(GIVEN DATA begins)

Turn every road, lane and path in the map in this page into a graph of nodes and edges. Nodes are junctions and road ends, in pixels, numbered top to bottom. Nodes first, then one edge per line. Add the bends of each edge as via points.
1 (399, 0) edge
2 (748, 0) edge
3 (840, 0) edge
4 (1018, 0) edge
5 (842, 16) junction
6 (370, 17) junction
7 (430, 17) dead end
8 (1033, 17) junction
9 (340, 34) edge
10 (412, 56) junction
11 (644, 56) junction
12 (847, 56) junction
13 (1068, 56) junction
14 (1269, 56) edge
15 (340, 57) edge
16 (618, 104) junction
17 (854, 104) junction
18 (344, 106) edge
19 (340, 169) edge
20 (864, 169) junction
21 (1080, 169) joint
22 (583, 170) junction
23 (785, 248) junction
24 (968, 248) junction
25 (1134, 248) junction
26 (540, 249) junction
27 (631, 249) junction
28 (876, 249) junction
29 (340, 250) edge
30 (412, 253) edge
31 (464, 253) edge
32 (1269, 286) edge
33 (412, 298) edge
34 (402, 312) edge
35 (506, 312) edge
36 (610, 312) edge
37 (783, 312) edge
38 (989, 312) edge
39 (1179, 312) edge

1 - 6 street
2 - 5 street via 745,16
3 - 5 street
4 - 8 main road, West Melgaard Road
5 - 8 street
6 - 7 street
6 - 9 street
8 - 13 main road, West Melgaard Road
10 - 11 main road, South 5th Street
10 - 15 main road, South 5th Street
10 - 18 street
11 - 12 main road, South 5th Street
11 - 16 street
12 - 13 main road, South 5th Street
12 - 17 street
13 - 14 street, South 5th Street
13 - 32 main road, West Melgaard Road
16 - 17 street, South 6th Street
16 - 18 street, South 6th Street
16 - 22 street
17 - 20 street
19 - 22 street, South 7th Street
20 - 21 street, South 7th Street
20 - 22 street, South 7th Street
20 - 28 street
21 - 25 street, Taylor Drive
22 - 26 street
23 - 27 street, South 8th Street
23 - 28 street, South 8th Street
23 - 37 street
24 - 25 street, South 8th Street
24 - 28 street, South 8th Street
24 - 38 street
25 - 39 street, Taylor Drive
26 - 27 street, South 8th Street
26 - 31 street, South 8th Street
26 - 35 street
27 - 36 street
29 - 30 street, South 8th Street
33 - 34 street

(GIVEN DATA ends)

> [ACTIVITY]: Among the records above, determine how many lines contain "Drive", then report the number only.

> [ANSWER]: 2